- Weak regional banks should be allowed to fail, according to Kevin O'Leary.
- The "Shark Tank" investor blasted small banks run by "idiot" managers.
Weak regional banks should be allowed to fail, and the regional bank system is a relic that's essentially been made obsolete by the advent of digital services, according to "Shark Tank" star Kevin O'Leary.
"Let the ones run by idiots go to zero," O'Leary said in an interview with Bloomberg TV on Monday. "That's the great thing about the markets, it finds the bad managers, culls them, and eliminates them. We have to let that happen here. So many idiot managers in banking."
The famed investor pointed to the slew of banking failures spanning the past few months, with the most recent being the collapse of First Republic Bank in early May.

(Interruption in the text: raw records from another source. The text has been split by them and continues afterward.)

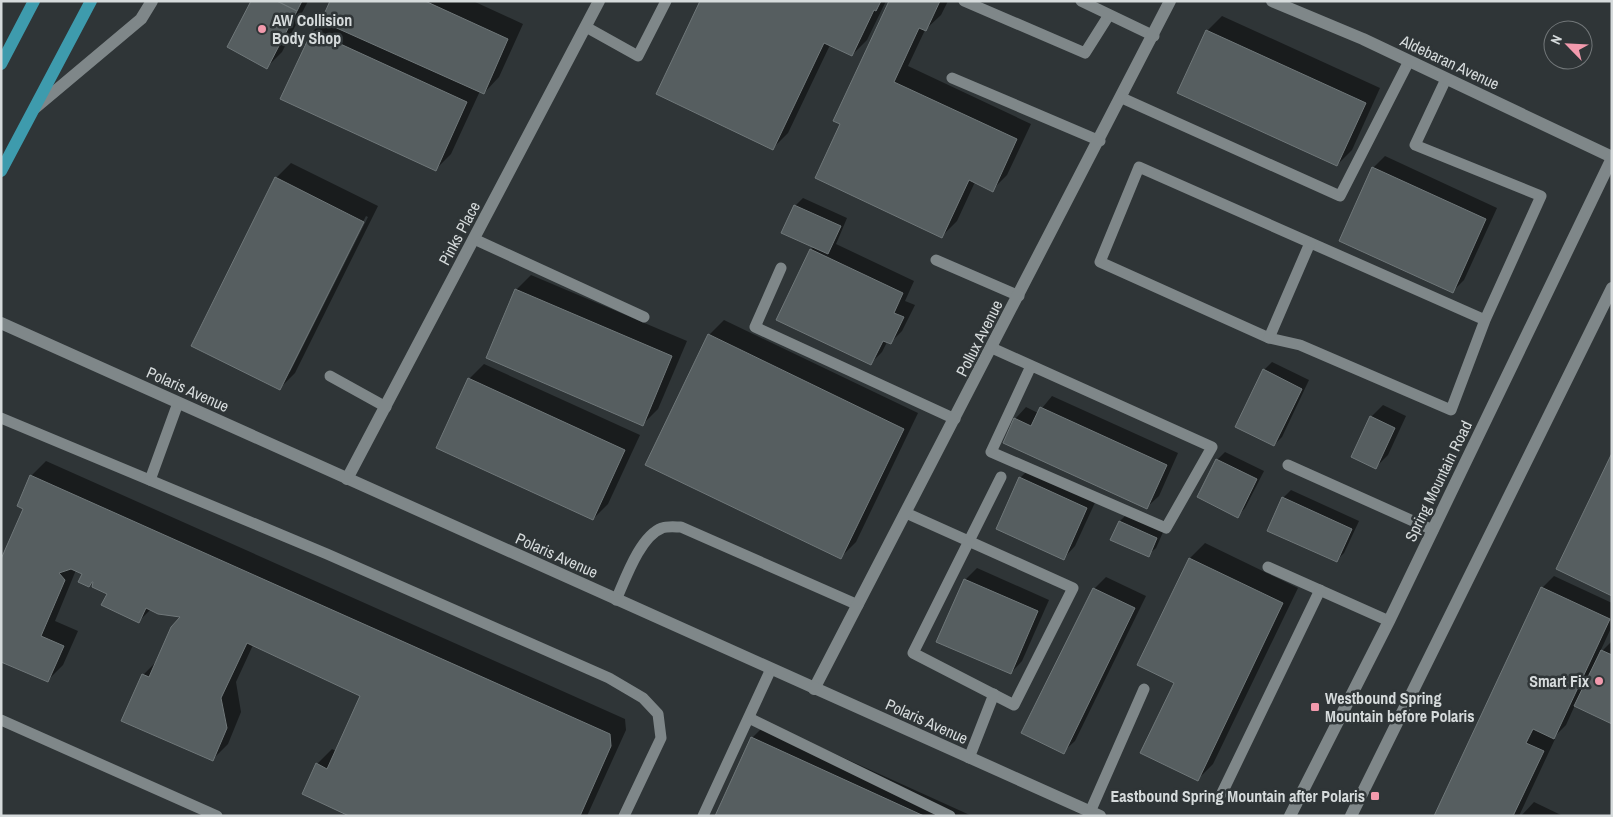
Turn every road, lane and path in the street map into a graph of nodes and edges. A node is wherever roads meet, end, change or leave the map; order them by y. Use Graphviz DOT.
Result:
graph roads {
  1 [pos="34,1"];
  2 [pos="91,1"];
  3 [pos="152,1"];
  4 [pos="599,1"];
  5 [pos="666,1"];
  6 [pos="964,1"];
  7 [pos="1081,1"];
  8 [pos="1170,1"];
  9 [pos="1272,1"];
  10 [pos="1109,15"];
  11 [pos="586,27"];
  12 [pos="1154,36"];
  13 [pos="1409,61"];
  14 [pos="1,64"];
  15 [pos="952,78"];
  16 [pos="1446,78"];
  17 [pos="1122,98"];
  18 [pos="35,108"];
  19 [pos="1100,141"];
  20 [pos="1612,157"];
  21 [pos="1,171"];
  22 [pos="474,239"];
  23 [pos="1310,243"];
  24 [pos="936,260"];
  25 [pos="781,268"];
  26 [pos="1612,288"];
  27 [pos="1019,296"];
  28 [pos="644,317"];
  29 [pos="1485,320"];
  30 [pos="1,323"];
  31 [pos="1269,338"];
  32 [pos="992,348"];
  33 [pos="1031,366"];
  34 [pos="330,376"];
  35 [pos="178,403"];
  36 [pos="386,407"];
  37 [pos="1,418"];
  38 [pos="955,419"];
  39 [pos="1288,465"];
  40 [pos="1001,477"];
  41 [pos="347,479"];
  42 [pos="150,480"];
  43 [pos="906,513"];
  44 [pos="1433,530"];
  45 [pos="969,541"];
  46 [pos="1268,567"];
  47 [pos="1320,590"];
  48 [pos="616,600"];
  49 [pos="858,605"];
  50 [pos="1389,621"];
  51 [pos="771,669"];
  52 [pos="814,689"];
  53 [pos="1144,689"];
  54 [pos="994,694"];
  55 [pos="749,718"];
  56 [pos="1,720"];
  57 [pos="969,758"];
  58 [pos="1222,793"];
  59 [pos="1095,814"];
  60 [pos="217,816"];
  61 [pos="624,816"];
  62 [pos="703,816"];
  63 [pos="950,816"];
  64 [pos="1290,816"];
  65 [pos="1351,816"];
  1 -- 14 [label="main road"];
  2 -- 18 [label="main road"];
  3 -- 18 [label="street"];
  4 -- 11 [label="street, Pinks Place"];
  5 -- 11 [label="lane"];
  6 -- 10 [label="lane"];
  7 -- 10 [label="lane"];
  8 -- 12 [label="street, Pollux Avenue"];
  9 -- 13 [label="street, Aldebaran Avenue"];
  10 -- 12 [label="lane"];
  11 -- 22 [label="street, Pinks Place"];
  12 -- 17 [label="street, Pollux Avenue"];
  13 -- 16 [label="street, Aldebaran Avenue"];
  13 -- 17 [label="lane"];
  15 -- 19 [label="lane"];
  16 -- 20 [label="street, Aldebaran Avenue"];
  16 -- 29 [label="lane"];
  17 -- 19 [label="street, Pollux Avenue"];
  18 -- 21 [label="main road"];
  19 -- 27 [label="street, Pollux Avenue"];
  20 -- 44 [label="street, Spring Mountain Road"];
  22 -- 28 [label="lane"];
  22 -- 36 [label="street, Pinks Place"];
  23 -- 29 [label="lane"];
  23 -- 31 [label="lane"];
  23 -- 31 [label="lane"];
  24 -- 27 [label="lane"];
  25 -- 38 [label="lane"];
  26 -- 65 [label="street"];
  27 -- 32 [label="street, Pollux Avenue"];
  29 -- 31 [label="lane"];
  30 -- 35 [label="street, Polaris Avenue"];
  32 -- 33 [label="lane"];
  32 -- 38 [label="street, Pollux Avenue"];
  33 -- 33 [label="lane"];
  34 -- 36 [label="lane"];
  35 -- 41 [label="street, Polaris Avenue"];
  35 -- 42 [label="lane"];
  36 -- 41 [label="street, Pinks Place"];
  37 -- 42 [label="lane"];
  38 -- 43 [label="street, Pollux Avenue"];
  39 -- 44 [label="lane"];
  40 -- 45 [label="lane"];
  41 -- 48 [label="street, Polaris Avenue"];
  42 -- 61 [label="lane"];
  43 -- 45 [label="lane"];
  43 -- 49 [label="street, Pollux Avenue"];
  44 -- 50 [label="street, Spring Mountain Road"];
  45 -- 54 [label="lane"];
  45 -- 54 [label="lane"];
  46 -- 47 [label="lane"];
  47 -- 50 [label="lane"];
  47 -- 58 [label="lane"];
  48 -- 49 [label="lane"];
  48 -- 51 [label="street, Polaris Avenue"];
  49 -- 52 [label="street, Pollux Avenue"];
  50 -- 64 [label="street, Spring Mountain Road"];
  51 -- 52 [label="street, Polaris Avenue"];
  51 -- 55 [label="lane"];
  52 -- 57 [label="street, Polaris Avenue"];
  53 -- 59 [label="lane"];
  54 -- 57 [label="lane"];
  55 -- 62 [label="lane"];
  55 -- 63 [label="lane"];
  56 -- 60 [label="lane"];
  57 -- 59 [label="street, Polaris Avenue"];
}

Those failures are the result of poor management and "upside-down" balance sheets at regional banks, O'Leary said, predicting that around 15% of existing regional banks would soon go under for similar reasons.
The regional banking system is also practically obsolete with the rise of online banking, he added, estimating that 97-98% of all banking is done online. Previously, O'Leary predicted that the fall of Silicon Valley Bank in early March was the beginning of the end for regionals, and that small banks would consolidate into a handful of large firms within the next three or four years.

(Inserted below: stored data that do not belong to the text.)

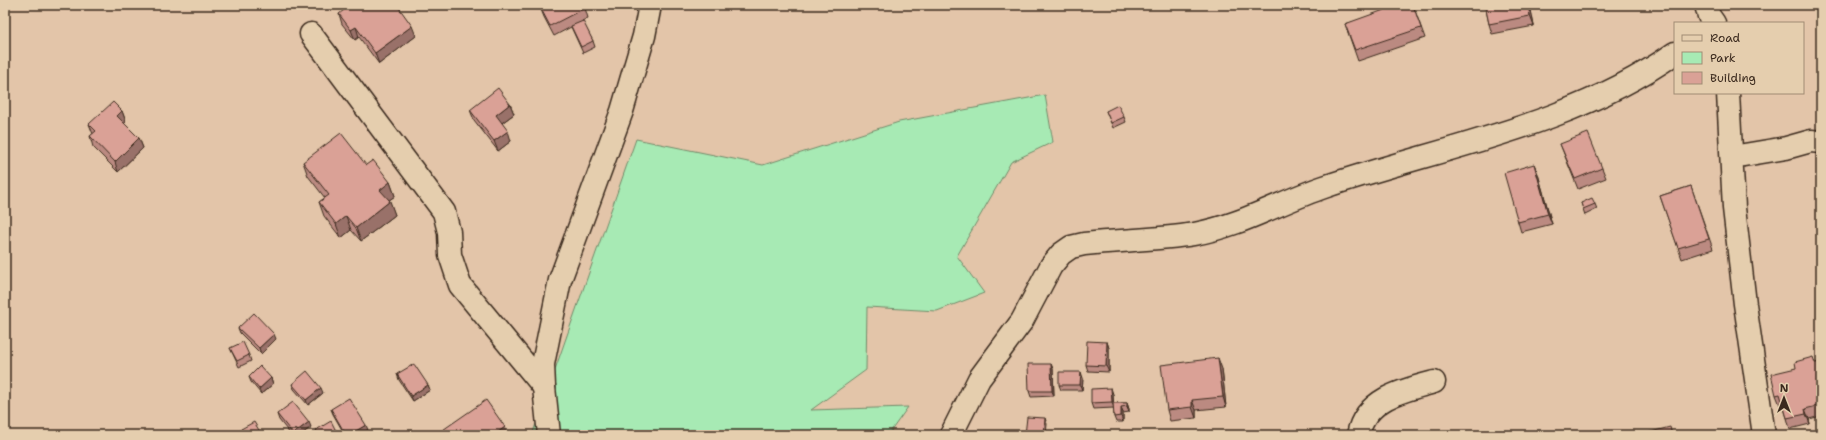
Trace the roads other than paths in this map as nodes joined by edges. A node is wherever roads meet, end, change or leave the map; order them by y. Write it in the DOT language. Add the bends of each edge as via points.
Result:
graph roads {
  1 [pos="650,5"];
  2 [pos="1705,5"];
  3 [pos="1699,22"];
  4 [pos="1713,22"];
  5 [pos="311,34"];
  6 [pos="1674,53"];
  7 [pos="1728,94"];
  8 [pos="1821,142"];
  9 [pos="1732,157"];
  10 [pos="1434,382"];
  11 [pos="544,387"];
  12 [pos="549,435"];
  13 [pos="951,435"];
  14 [pos="1358,435"];
  15 [pos="1764,435"];
  1 -- 11 [label="street" via="644,36 622,111 560,280 545,350"];
  2 -- 3 [label="street"];
  2 -- 4 [label="street"];
  5 -- 11 [label="street" via="444,212 449,232 450,256 460,285"];
  6 -- 13 [label="street" via="1648,72 1586,103 1323,188 1227,226 1194,234 1084,244 1071,248 1061,254 1051,266 1022,321 979,379"];
  7 -- 9 [label="street"];
  8 -- 9 [label="street" via="1811,141"];
  9 -- 15 [label="street" via="1734,208"];
  10 -- 14 [label="street" via="1403,390 1381,401 1368,412"];
  11 -- 12 [label="street"];
}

"The reasons for regional banks that were important 60 or a hundred years ago due to the differentiation of the economy in different parts of the country makes no sense anymore because we have digital banking," O'Leary said.
Regulators are unlikely to guarantee deposits over the FDIC's $250,000 limit, or the stocks of failed banks, O'Leary said. For his part, he's already told his companies to pull out their cash of smaller lenders.
"I've told this to all my portfolio companies, give me a reason that you would keep any of the cash I invested in your company in a regional bank," he said. "Why do I have to put any cash at risk? Get it out of there, move it into one of the major money center banks. Otherwise, we won't lend you any more, or buy any more of your equity."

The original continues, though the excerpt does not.